Authored by spatel on May 24 2018, 8:57 AM.

Details

Summary

This patch started off much more general and ambitious, but it's been a nightmare seeing all the ways x86 vector codegen can go wrong.

So the code is still structured to allow extending easily, but it's currently limited in several ways:

  1. Only handle cases with an extending load.
  2. Only handle cases with a zero constant compare.
  3. Ignore setcc with vector bitmask (SetCCWidth != 1) - so AVX512 should be unaffected.

The motivating case from PR37427:
https://bugs.llvm.org/show_bug.cgi?id=37427
...is the 1st test, and that shows the expected win - we eliminated the unnecessary intermediate cast.

There's a clear regression in the last test (sgt_zero_fp_select) because we longer recognize a 'SHRUNKBLEND' opportunity. I think that general problem is also present in sgt_zero, so I'm hoping we can fix that more generally in a follow-up. We need to match a sign-bit setcc from a sign-extended operand and remove it.

Diff Detail

Repository
rL LLVM

Event Timeline

spatel created this revision.May 24 2018, 8:57 AM
craig.topper added inline comments.May 24 2018, 12:30 PM
lib/CodeGen/SelectionDAG/DAGCombiner.cpp
7271 ↗(On Diff #148423)

Shouldn't this be isLoadExtLegalOrCustom? I think ZEXTLOAD/SEXTLOAD will always be considered Legal for isOperationLegalOrCustom. Nothing makes them illegal in the OpActions array. isLoadExtLegalOrCustom uses a different array.

craig.topper added inline comments.May 24 2018, 12:34 PM
lib/CodeGen/SelectionDAG/DAGCombiner.cpp
7271 ↗(On Diff #148423)

Maybe worse than that. ISD::SEXTLOAD/ISD::ZEXTLOAD aren't opcodes. They're in their own enum. I think this aliased to asking about EntryToken and TokenFactor?

spatel added inline comments.May 24 2018, 12:41 PM
lib/CodeGen/SelectionDAG/DAGCombiner.cpp
7271 ↗(On Diff #148423)

Oops...lousy old C enum values auto-completed, and I didn't think to double-check. Let me correct that.

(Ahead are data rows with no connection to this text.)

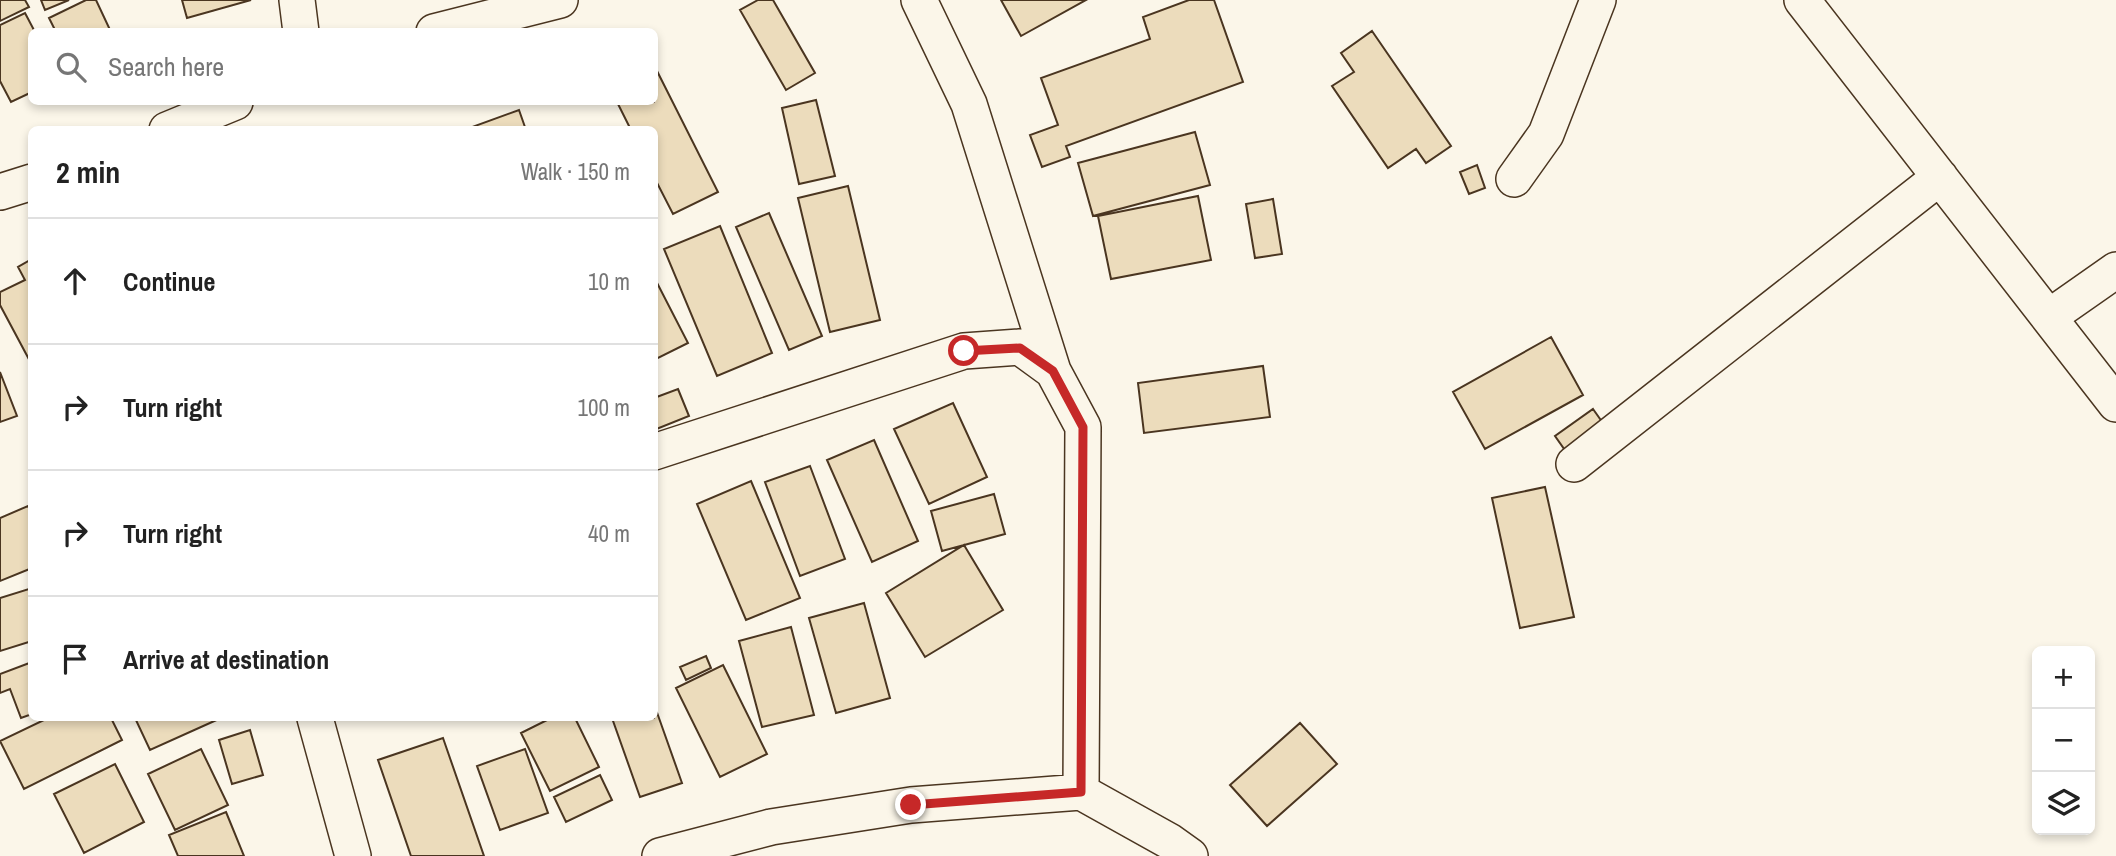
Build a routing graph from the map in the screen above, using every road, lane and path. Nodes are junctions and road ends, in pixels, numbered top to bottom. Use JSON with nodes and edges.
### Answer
{"nodes":[{"id":1,"x":297,"y":0,"type":"edge"},
{"id":2,"x":560,"y":0,"type":"edge"},
{"id":3,"x":919,"y":0,"type":"edge"},
{"id":4,"x":1598,"y":0,"type":"edge"},
{"id":5,"x":1801,"y":0,"type":"edge"},
{"id":6,"x":300,"y":28,"type":"edge"},
{"id":7,"x":450,"y":28,"type":"edge"},
{"id":8,"x":228,"y":105,"type":"edge"},
{"id":9,"x":177,"y":126,"type":"edge"},
{"id":10,"x":1940,"y":177,"type":"junction"},
{"id":11,"x":1514,"y":179,"type":"dead end"},
{"id":12,"x":28,"y":183,"type":"edge"},
{"id":13,"x":0,"y":192,"type":"edge"},
{"id":14,"x":2116,"y":271,"type":"edge"},
{"id":15,"x":2049,"y":317,"type":"junction"},
{"id":16,"x":1053,"y":371,"type":"junction"},
{"id":17,"x":2116,"y":404,"type":"edge"},
{"id":18,"x":658,"y":451,"type":"edge"},
{"id":19,"x":1574,"y":464,"type":"dead end"},
{"id":20,"x":316,"y":721,"type":"edge"},
{"id":21,"x":1081,"y":792,"type":"junction"},
{"id":22,"x":353,"y":856,"type":"edge"},
{"id":23,"x":660,"y":856,"type":"edge"},
{"id":24,"x":1190,"y":856,"type":"edge"}],
"edges":[{"from":1,"to":6,"type":"street"},
{"from":2,"to":7,"type":"street"},
{"from":3,"to":16,"type":"street"},
{"from":4,"to":11,"type":"street"},
{"from":5,"to":10,"type":"street"},
{"from":8,"to":9,"type":"street"},
{"from":10,"to":15,"type":"street"},
{"from":10,"to":19,"type":"street"},
{"from":12,"to":13,"type":"street"},
{"from":14,"to":15,"type":"street"},
{"from":15,"to":17,"type":"street"},
{"from":16,"to":18,"type":"street"},
{"from":16,"to":21,"type":"street"},
{"from":20,"to":22,"type":"street"},
{"from":21,"to":23,"type":"street"},
{"from":21,"to":24,"type":"street"}]}
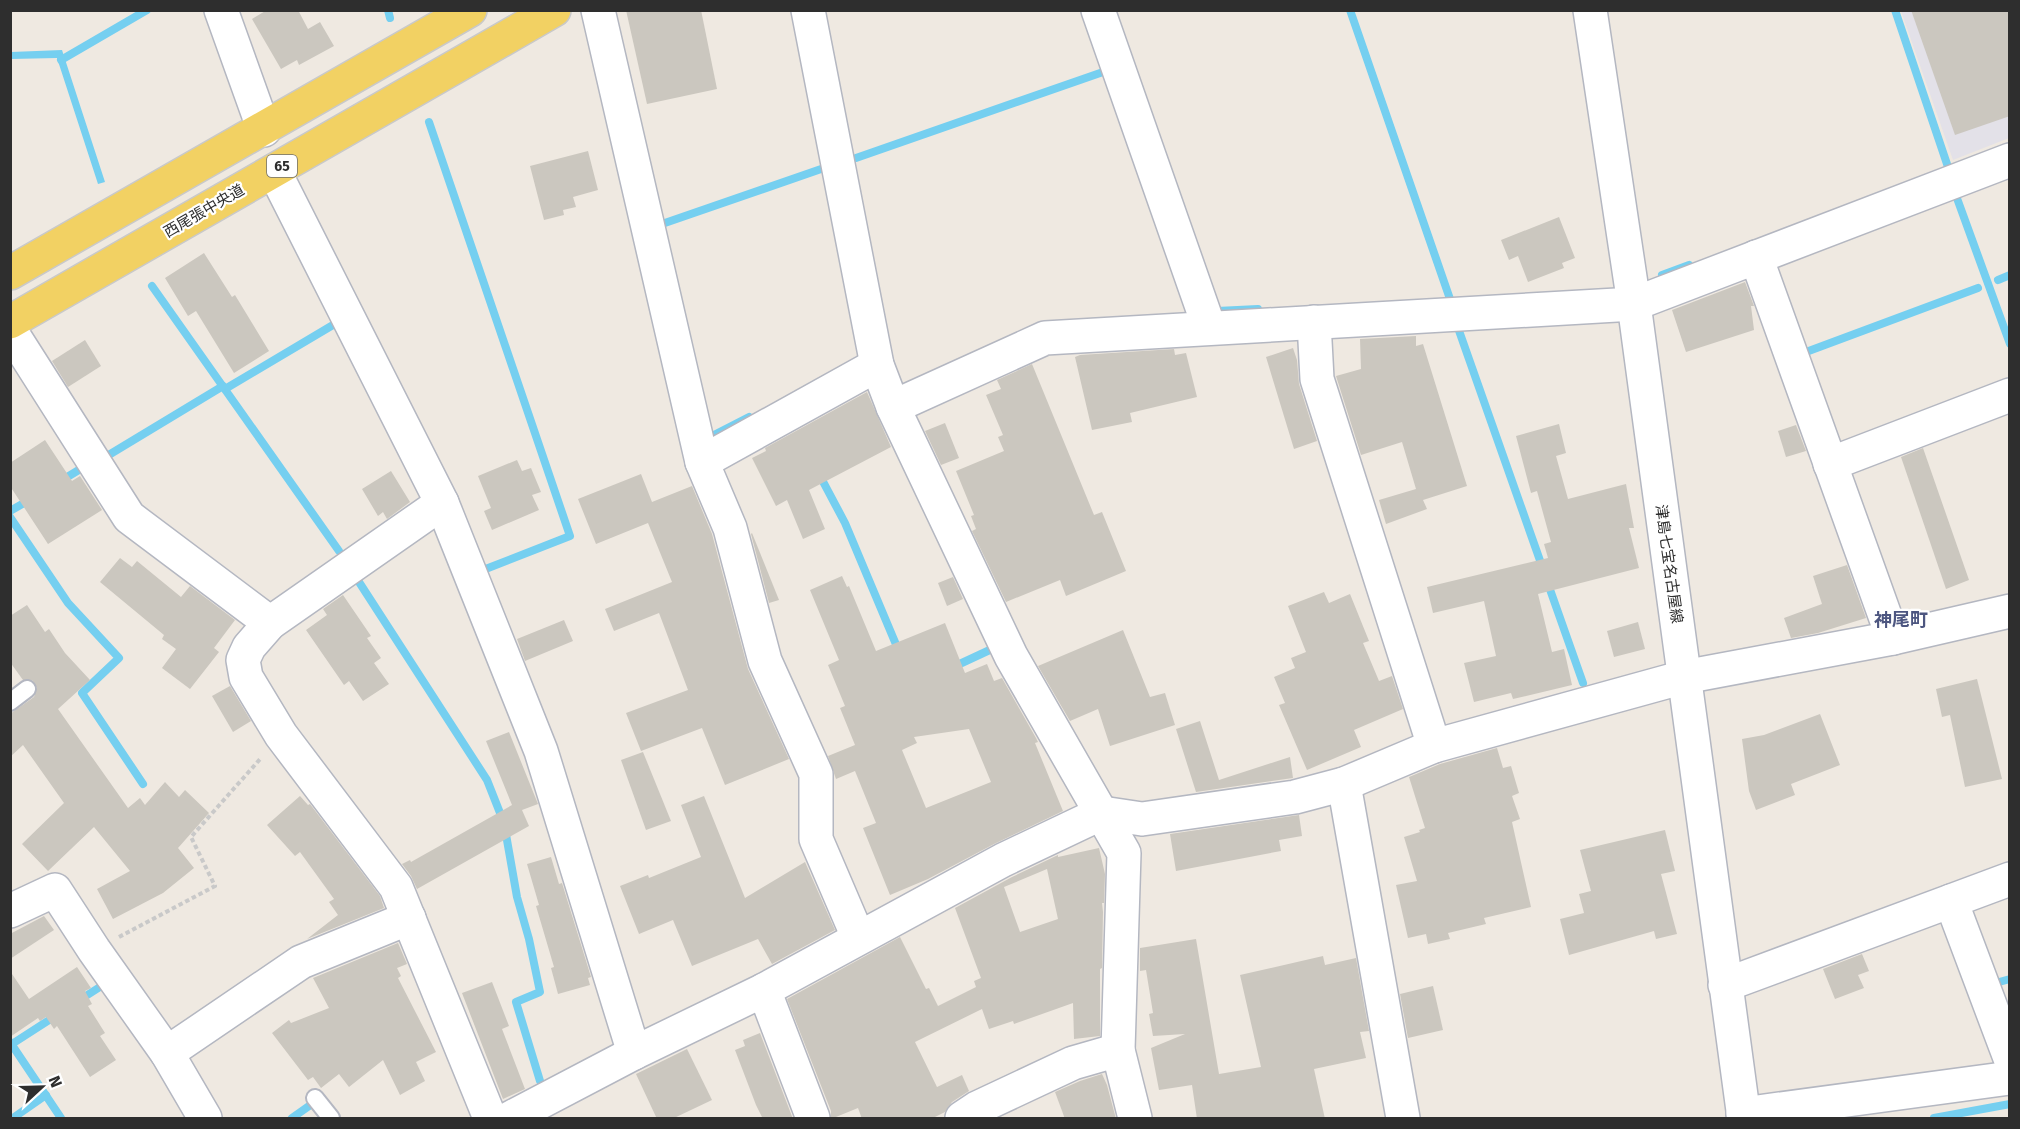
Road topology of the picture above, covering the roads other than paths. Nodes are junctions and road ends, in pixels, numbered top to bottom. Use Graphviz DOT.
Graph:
graph roads {
  1 [pos="221,10"];
  2 [pos="470,10"];
  3 [pos="555,10"];
  4 [pos="597,10"];
  5 [pos="808,10"];
  6 [pos="1098,10"];
  7 [pos="1590,10"];
  8 [pos="264,130"];
  9 [pos="2010,160"];
  10 [pos="274,171"];
  11 [pos="1756,257"];
  12 [pos="10,273"];
  13 [pos="1634,304"];
  14 [pos="10,322"];
  15 [pos="1314,322"];
  16 [pos="1209,327"];
  17 [pos="10,330"];
  18 [pos="877,365"];
  19 [pos="2010,395"];
  20 [pos="893,407"];
  21 [pos="702,462"];
  22 [pos="1830,464"];
  23 [pos="442,503"];
  24 [pos="2010,611"];
  25 [pos="270,623"];
  26 [pos="1893,638"];
  27 [pos="1684,677"];
  28 [pos="27,689"];
  29 [pos="10,702"];
  30 [pos="1434,746"];
  31 [pos="1344,784"];
  32 [pos="1102,813"];
  33 [pos="2010,879"];
  34 [pos="1951,901"];
  35 [pos="10,911"];
  36 [pos="409,918"];
  37 [pos="858,937"];
  38 [pos="1725,985"];
  39 [pos="764,990"];
  40 [pos="1118,1050"];
  41 [pos="167,1053"];
  42 [pos="634,1053"];
  43 [pos="2010,1058"];
  44 [pos="2010,1078"];
  45 [pos="315,1098"];
  46 [pos="1743,1116"];
  47 [pos="206,1119"];
  48 [pos="331,1119"];
  49 [pos="490,1119"];
  50 [pos="510,1119"];
  51 [pos="813,1119"];
  52 [pos="962,1119"];
  53 [pos="1135,1119"];
  54 [pos="1403,1119"];
  1 -- 8 [label="street"];
  2 -- 8 [label="main road"];
  3 -- 10 [label="main road, 西尾張中央道 / 65"];
  4 -- 21 [label="street"];
  5 -- 18 [label="street"];
  6 -- 16 [label="street"];
  7 -- 13 [label="street, 津島七宝名古屋線"];
  8 -- 12 [label="main road"];
  9 -- 11 [label="street"];
  10 -- 14 [label="main road, 西尾張中央道 / 65"];
  10 -- 23 [label="street"];
  11 -- 13 [label="street"];
  11 -- 22 [label="street"];
  13 -- 15 [label="street"];
  13 -- 27 [label="street, 津島七宝名古屋線"];
  15 -- 16 [label="street"];
  15 -- 30 [label="street"];
  16 -- 20 [label="street"];
  17 -- 25 [label="street"];
  18 -- 20 [label="street"];
  18 -- 21 [label="street"];
  19 -- 22 [label="street"];
  20 -- 32 [label="street"];
  21 -- 37 [label="street"];
  22 -- 26 [label="street"];
  23 -- 25 [label="street"];
  23 -- 42 [label="street"];
  24 -- 26 [label="street"];
  25 -- 36 [label="street"];
  26 -- 27 [label="street"];
  27 -- 30 [label="street"];
  27 -- 38 [label="street, 津島七宝名古屋線"];
  28 -- 29 [label="lane"];
  30 -- 31 [label="street"];
  31 -- 32 [label="street"];
  31 -- 54 [label="street"];
  32 -- 37 [label="street"];
  32 -- 40 [label="street"];
  33 -- 34 [label="street"];
  34 -- 38 [label="street"];
  34 -- 43 [label="street"];
  35 -- 41 [label="street"];
  36 -- 41 [label="street"];
  36 -- 49 [label="street"];
  37 -- 39 [label="street"];
  38 -- 46 [label="street, 津島七宝名古屋線"];
  39 -- 42 [label="street"];
  39 -- 51 [label="street"];
  40 -- 52 [label="street"];
  40 -- 53 [label="street"];
  41 -- 47 [label="street"];
  42 -- 50 [label="street"];
  44 -- 46 [label="street"];
  45 -- 48 [label="lane"];
}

spatel updated this revision to Diff 148465.May 24 2018, 1:11 PM

Patch updated:
Use isLoadExtLegalOrCustom() to check if the load is allowed. This means less diffs for AVX1 because it has a smaller set of extending loads than AVX2.

I need to step back through some of these tests and see if the earlier rev of the patch was miscompiling or just producing weird sequences.

Patch updated:
Use isLoadExtLegalOrCustom() to check if the load is allowed. This means less diffs for AVX1 because it has a smaller set of extending loads than AVX2.

I need to step back through some of these tests and see if the earlier rev of the patch was miscompiling or just producing weird sequences.

I think the AVX1 changes in the old rev were actually improvements; what we see here now (ie, AVX1 unchanged tests, so either with or without this patch), is worse. But I'll just make that another potential follow-up. Hopefully, now I'm checking the extload availability correctly, so there won't be as many oddities to investigate all at once.

RKSimon accepted this revision.Jun 8 2018, 10:54 AM

LGTM (as long as you don't forget about the lost AVX1 improvements and the AVX2 slt_zero_fp_select regression!)

This revision is now accepted and ready to land.Jun 8 2018, 10:54 AM
This revision was automatically updated to reflect the committed changes.